>>
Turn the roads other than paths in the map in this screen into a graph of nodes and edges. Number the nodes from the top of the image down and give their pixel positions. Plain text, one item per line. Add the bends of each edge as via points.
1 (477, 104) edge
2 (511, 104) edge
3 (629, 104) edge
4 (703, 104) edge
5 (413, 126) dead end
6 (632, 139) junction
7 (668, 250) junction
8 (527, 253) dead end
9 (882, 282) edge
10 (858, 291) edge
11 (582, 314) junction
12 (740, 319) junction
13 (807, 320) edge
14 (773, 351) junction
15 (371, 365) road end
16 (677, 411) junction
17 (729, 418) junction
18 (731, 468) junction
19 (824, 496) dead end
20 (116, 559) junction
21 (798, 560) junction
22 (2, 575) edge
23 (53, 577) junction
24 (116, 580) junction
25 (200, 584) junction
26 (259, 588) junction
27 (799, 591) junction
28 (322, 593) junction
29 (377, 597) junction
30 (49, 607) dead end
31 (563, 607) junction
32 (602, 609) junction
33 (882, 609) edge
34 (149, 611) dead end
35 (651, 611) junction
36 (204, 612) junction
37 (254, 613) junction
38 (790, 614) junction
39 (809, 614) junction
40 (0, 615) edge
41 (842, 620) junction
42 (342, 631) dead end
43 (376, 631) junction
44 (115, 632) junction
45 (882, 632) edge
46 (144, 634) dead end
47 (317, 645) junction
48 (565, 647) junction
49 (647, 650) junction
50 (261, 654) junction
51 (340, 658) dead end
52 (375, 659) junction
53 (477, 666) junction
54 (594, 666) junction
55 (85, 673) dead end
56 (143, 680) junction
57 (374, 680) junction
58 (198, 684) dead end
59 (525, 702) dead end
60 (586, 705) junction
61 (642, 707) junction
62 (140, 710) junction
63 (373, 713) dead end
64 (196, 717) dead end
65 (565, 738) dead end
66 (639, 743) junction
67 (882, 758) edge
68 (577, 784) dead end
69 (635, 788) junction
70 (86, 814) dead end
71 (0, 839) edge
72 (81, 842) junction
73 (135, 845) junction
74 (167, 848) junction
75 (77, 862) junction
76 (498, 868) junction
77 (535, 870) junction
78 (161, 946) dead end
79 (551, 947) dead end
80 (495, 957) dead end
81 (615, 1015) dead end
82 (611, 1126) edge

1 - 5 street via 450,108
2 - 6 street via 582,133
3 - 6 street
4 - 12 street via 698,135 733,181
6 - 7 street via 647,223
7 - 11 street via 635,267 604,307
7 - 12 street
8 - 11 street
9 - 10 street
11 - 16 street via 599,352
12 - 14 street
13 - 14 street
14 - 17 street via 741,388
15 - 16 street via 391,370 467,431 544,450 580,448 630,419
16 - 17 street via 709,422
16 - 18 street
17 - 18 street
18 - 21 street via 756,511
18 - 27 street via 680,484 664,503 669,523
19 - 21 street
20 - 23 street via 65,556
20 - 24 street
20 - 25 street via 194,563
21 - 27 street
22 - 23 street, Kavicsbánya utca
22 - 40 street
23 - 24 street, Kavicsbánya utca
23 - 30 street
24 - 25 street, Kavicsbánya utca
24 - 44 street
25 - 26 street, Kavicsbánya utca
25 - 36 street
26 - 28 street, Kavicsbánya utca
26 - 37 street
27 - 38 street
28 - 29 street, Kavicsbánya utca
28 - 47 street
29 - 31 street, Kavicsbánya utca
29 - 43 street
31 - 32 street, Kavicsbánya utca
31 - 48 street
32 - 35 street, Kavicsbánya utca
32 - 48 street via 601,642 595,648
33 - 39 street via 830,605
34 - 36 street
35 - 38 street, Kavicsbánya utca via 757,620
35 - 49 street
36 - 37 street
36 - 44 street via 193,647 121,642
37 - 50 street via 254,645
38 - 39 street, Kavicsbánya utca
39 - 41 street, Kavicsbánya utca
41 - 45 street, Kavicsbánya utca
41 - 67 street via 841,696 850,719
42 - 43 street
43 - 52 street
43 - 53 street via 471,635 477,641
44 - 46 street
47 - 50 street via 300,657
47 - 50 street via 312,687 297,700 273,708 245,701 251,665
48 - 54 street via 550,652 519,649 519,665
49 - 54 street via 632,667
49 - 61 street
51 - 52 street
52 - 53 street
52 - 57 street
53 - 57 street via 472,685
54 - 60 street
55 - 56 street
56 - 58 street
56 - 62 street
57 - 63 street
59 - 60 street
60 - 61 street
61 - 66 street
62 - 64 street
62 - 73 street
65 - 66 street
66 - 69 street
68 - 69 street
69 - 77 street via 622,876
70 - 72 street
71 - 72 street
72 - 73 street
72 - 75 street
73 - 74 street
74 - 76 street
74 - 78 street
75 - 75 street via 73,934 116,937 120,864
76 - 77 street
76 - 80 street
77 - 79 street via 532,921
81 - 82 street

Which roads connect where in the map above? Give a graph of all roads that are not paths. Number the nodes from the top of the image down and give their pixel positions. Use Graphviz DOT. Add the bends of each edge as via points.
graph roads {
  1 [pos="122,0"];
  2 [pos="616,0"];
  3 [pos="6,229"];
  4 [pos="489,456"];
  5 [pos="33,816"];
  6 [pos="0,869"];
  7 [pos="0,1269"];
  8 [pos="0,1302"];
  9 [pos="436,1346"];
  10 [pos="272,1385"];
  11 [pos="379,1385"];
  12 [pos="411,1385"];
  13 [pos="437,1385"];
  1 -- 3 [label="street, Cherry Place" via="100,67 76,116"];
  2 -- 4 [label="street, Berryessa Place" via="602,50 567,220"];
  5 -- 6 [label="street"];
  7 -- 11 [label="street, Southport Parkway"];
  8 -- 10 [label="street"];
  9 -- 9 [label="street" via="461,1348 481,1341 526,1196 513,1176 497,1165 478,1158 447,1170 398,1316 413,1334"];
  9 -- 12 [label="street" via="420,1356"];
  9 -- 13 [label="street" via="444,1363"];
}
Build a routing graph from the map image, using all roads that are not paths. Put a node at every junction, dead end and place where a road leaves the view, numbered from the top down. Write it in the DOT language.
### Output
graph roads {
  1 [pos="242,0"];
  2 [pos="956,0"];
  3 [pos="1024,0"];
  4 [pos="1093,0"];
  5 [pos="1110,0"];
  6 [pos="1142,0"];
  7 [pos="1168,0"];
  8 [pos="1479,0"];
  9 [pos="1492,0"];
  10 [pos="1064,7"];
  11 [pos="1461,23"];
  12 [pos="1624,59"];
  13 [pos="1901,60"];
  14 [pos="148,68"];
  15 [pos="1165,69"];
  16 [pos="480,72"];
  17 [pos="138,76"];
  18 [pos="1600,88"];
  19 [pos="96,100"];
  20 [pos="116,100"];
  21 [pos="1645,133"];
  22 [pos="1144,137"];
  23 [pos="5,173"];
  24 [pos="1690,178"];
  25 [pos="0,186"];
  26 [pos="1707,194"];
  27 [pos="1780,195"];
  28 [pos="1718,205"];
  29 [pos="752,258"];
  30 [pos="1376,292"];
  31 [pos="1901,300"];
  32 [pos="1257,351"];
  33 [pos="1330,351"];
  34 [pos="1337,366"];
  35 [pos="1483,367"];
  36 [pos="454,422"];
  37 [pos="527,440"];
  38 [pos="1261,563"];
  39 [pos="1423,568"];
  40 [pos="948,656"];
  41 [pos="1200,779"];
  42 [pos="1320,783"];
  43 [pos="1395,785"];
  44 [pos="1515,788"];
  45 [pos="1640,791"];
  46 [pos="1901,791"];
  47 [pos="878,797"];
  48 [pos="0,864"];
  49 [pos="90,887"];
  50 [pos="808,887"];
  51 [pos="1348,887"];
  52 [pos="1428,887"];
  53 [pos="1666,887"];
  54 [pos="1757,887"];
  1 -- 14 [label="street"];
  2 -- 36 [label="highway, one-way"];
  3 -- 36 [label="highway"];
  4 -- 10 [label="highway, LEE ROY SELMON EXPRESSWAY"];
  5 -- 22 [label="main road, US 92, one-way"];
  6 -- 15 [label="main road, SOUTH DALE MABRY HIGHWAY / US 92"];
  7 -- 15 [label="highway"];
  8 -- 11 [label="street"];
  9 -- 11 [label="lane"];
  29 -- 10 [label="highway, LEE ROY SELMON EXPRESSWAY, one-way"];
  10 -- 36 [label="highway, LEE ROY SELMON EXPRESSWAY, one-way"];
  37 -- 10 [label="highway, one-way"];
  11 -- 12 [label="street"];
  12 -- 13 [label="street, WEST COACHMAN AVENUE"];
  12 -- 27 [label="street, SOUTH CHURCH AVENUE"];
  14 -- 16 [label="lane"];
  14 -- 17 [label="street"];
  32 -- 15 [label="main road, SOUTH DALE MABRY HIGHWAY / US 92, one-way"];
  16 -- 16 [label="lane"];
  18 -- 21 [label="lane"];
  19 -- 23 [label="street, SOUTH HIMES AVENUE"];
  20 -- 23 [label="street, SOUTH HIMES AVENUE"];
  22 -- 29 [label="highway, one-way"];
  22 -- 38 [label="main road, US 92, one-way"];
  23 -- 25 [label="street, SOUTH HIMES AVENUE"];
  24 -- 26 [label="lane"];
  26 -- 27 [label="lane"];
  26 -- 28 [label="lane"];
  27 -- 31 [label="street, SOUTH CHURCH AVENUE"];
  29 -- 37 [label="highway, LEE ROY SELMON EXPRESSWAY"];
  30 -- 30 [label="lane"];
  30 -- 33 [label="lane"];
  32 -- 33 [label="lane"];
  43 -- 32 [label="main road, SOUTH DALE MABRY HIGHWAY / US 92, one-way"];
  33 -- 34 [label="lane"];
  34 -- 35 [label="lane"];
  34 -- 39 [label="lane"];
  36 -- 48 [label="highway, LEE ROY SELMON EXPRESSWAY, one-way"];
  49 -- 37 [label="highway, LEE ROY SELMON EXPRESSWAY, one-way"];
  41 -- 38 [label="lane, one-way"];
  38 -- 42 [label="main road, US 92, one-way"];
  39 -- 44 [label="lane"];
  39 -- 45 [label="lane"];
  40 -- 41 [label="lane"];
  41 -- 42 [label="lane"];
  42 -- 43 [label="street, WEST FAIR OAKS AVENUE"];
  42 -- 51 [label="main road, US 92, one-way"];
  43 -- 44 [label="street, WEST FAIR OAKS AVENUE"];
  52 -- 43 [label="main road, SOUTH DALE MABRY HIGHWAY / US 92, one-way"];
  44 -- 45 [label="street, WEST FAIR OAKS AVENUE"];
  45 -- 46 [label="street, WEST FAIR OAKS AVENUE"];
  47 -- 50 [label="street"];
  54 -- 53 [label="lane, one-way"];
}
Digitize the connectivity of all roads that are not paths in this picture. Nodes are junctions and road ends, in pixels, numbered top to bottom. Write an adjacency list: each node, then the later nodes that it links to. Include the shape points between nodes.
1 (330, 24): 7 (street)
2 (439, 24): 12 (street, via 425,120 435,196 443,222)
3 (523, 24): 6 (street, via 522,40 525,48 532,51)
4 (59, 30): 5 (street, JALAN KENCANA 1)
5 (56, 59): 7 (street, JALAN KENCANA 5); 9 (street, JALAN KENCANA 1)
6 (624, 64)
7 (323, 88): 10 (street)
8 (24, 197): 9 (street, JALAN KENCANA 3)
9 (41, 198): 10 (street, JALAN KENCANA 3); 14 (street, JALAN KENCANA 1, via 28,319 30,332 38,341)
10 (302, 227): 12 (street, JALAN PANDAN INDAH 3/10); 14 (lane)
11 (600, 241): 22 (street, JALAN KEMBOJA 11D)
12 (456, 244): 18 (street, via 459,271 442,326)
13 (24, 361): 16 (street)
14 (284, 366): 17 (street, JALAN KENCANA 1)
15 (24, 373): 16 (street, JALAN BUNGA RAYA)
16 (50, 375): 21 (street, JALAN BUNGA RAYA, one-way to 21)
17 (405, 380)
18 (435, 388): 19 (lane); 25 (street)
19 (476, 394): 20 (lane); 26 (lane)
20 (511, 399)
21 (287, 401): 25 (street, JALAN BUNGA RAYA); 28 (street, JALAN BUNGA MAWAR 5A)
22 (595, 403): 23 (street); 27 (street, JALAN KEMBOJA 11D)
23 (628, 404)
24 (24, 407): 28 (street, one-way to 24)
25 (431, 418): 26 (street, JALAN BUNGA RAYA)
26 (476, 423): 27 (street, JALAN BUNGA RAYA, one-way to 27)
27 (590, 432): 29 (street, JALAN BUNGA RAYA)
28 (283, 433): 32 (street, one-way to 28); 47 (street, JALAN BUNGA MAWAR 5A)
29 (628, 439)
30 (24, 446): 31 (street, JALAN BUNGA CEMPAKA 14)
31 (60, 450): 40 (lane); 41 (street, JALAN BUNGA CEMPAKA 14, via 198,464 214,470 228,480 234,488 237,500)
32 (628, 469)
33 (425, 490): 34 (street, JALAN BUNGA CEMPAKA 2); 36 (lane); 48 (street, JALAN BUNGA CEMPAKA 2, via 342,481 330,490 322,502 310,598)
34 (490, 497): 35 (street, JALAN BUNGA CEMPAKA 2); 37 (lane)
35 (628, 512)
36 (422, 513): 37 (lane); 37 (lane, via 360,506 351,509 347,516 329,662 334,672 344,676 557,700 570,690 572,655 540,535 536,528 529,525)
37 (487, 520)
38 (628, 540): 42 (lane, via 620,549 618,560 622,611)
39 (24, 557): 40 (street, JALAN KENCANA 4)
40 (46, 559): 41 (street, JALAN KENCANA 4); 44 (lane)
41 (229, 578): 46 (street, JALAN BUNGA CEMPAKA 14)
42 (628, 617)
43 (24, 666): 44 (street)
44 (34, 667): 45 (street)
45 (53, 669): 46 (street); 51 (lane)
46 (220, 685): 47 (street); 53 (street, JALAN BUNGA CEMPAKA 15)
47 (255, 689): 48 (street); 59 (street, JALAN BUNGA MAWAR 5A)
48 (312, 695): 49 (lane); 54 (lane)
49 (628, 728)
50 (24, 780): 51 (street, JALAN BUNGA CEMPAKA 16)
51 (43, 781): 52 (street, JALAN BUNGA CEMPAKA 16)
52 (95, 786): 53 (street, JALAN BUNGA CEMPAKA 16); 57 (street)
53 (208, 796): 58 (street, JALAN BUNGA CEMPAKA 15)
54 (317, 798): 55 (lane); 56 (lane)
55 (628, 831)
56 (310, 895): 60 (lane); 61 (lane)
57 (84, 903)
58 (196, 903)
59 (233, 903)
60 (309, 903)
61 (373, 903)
<<
[WHAT THE TASK ASKS]
Each line of the data that contains "where" should be counted; please give only the number.

[TASK ANSWER]
2